◆ Records to process:
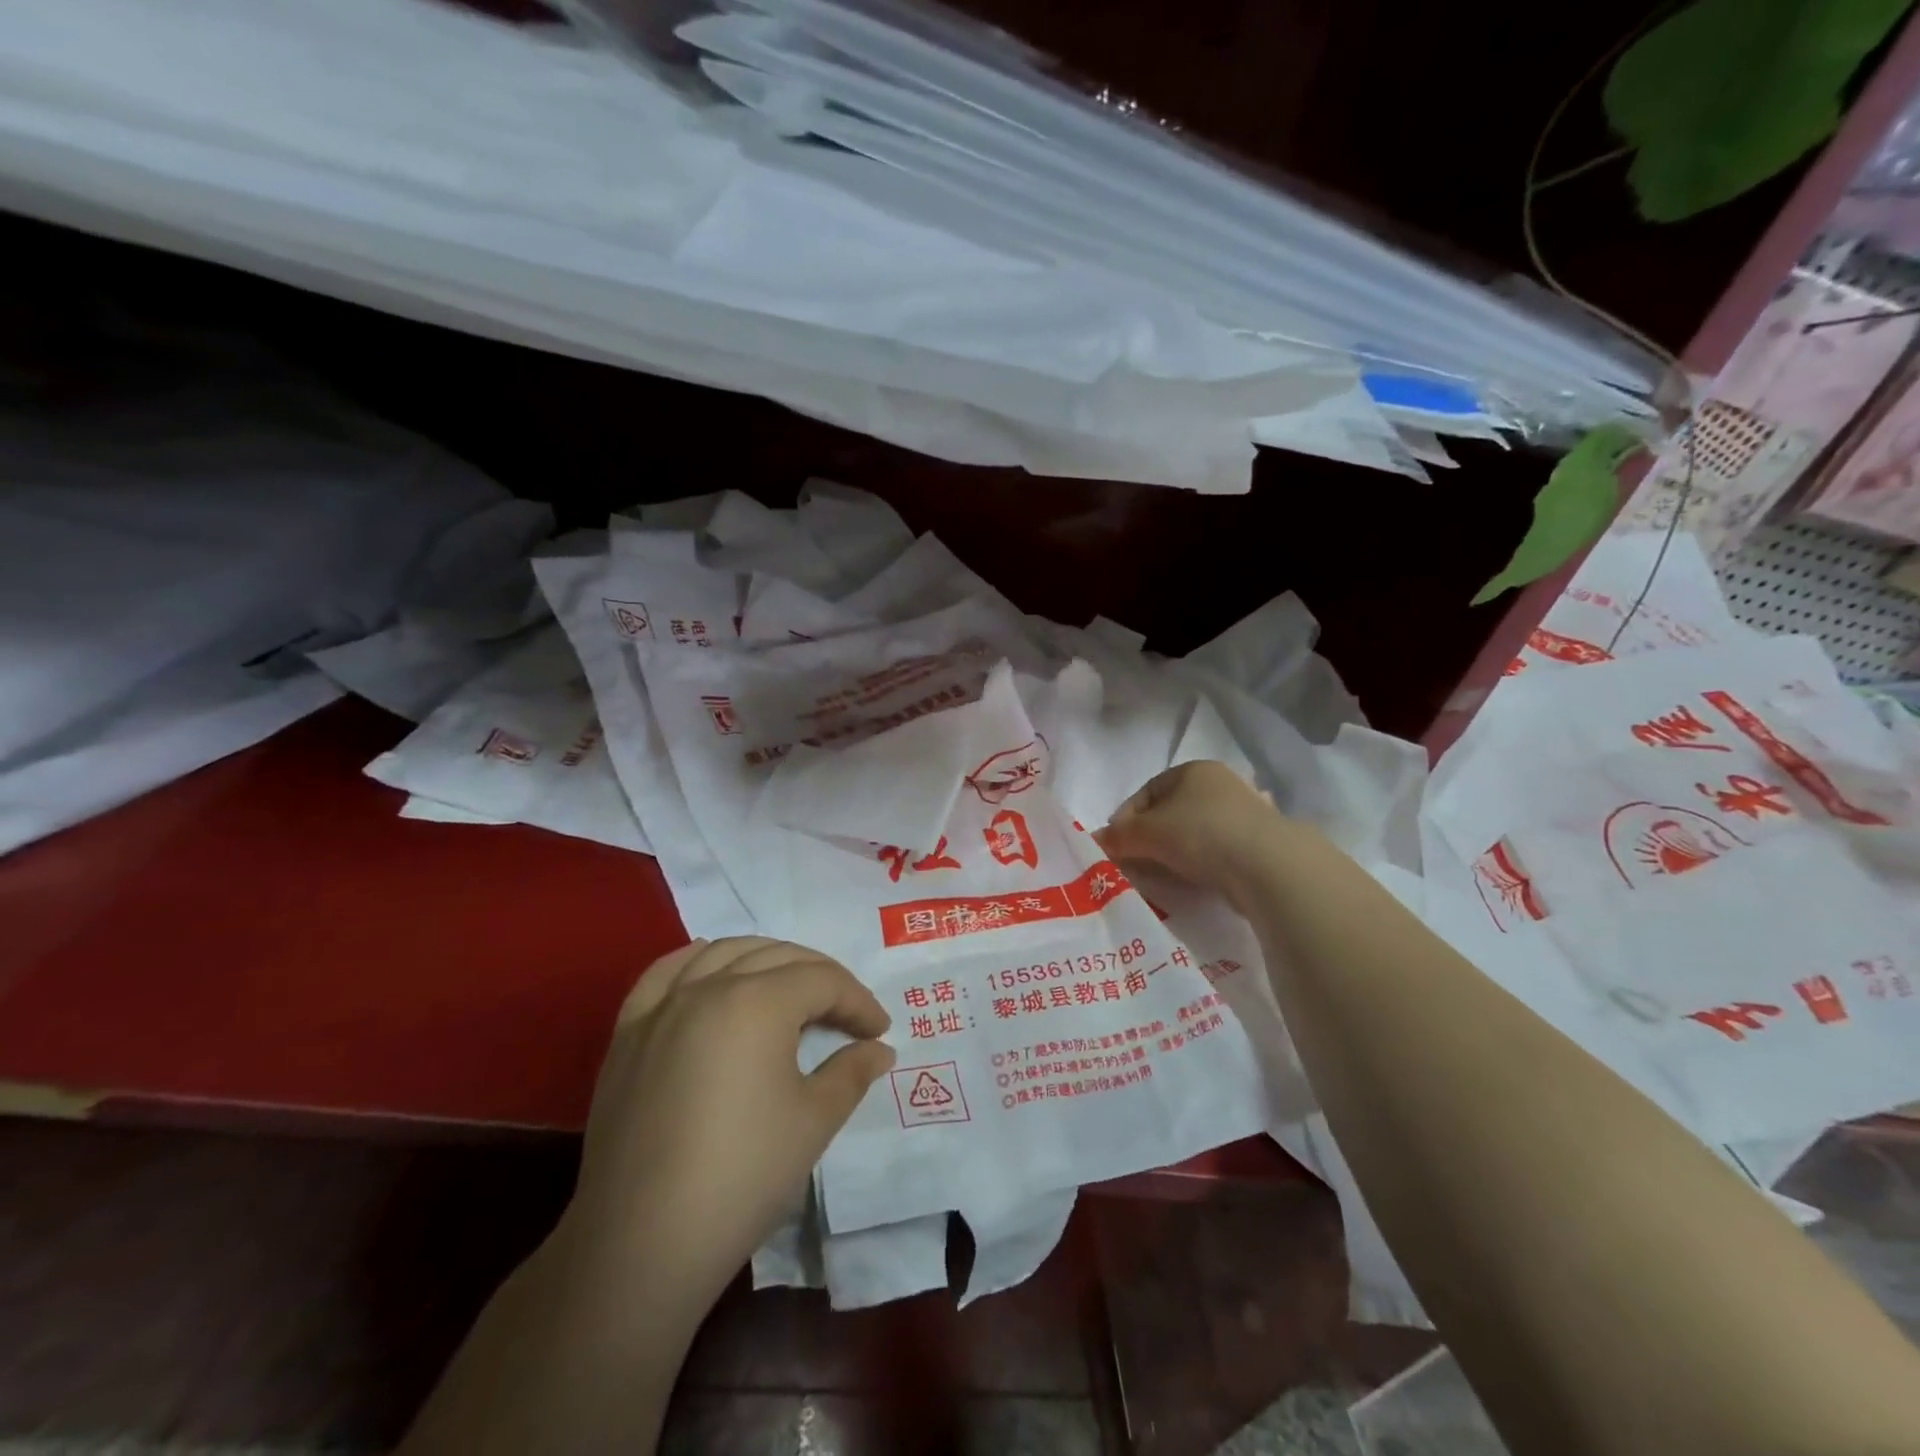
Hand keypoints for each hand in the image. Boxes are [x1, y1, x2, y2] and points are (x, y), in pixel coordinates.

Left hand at [566, 936, 894, 1306]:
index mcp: (758, 1001)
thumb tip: (879, 1049)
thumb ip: (852, 1072)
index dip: (858, 1002)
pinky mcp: (628, 1033)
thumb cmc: (742, 1176)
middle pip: (778, 957)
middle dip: (821, 978)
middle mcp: (708, 986)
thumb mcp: (814, 1121)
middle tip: (846, 1012)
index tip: (879, 1032)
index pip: (823, 981)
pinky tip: (712, 971)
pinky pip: (664, 973)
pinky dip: (697, 961)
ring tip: (789, 988)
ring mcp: (662, 1006)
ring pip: (723, 953)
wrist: (641, 1244)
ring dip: (766, 960)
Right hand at [1096, 760, 1289, 910]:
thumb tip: (1094, 840)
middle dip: (1149, 838)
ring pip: (1194, 833)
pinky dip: (1201, 864)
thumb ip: (1118, 836)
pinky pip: (1218, 851)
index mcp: (1193, 769)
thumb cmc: (1200, 833)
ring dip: (1174, 853)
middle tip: (1134, 863)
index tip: (1115, 846)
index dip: (1125, 819)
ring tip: (1163, 876)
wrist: (1268, 865)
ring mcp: (1245, 812)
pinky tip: (1195, 880)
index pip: (1146, 792)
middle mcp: (1221, 783)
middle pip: (1171, 812)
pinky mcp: (1261, 842)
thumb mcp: (1147, 833)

◆ Exercise directions: The lines to return are those with the string "thumb" in them; copy each from the entries above.

◆ Exercise answer:
thumb tip: (879, 1049)
thumb ip: (852, 1072)
thumb cmc: (742, 1176)
thumb mcp: (814, 1121)
thumb tip: (1094, 840)
thumb ip: (1118, 836)
thumb cmc: (1200, 833)
thumb mcp: (1147, 833)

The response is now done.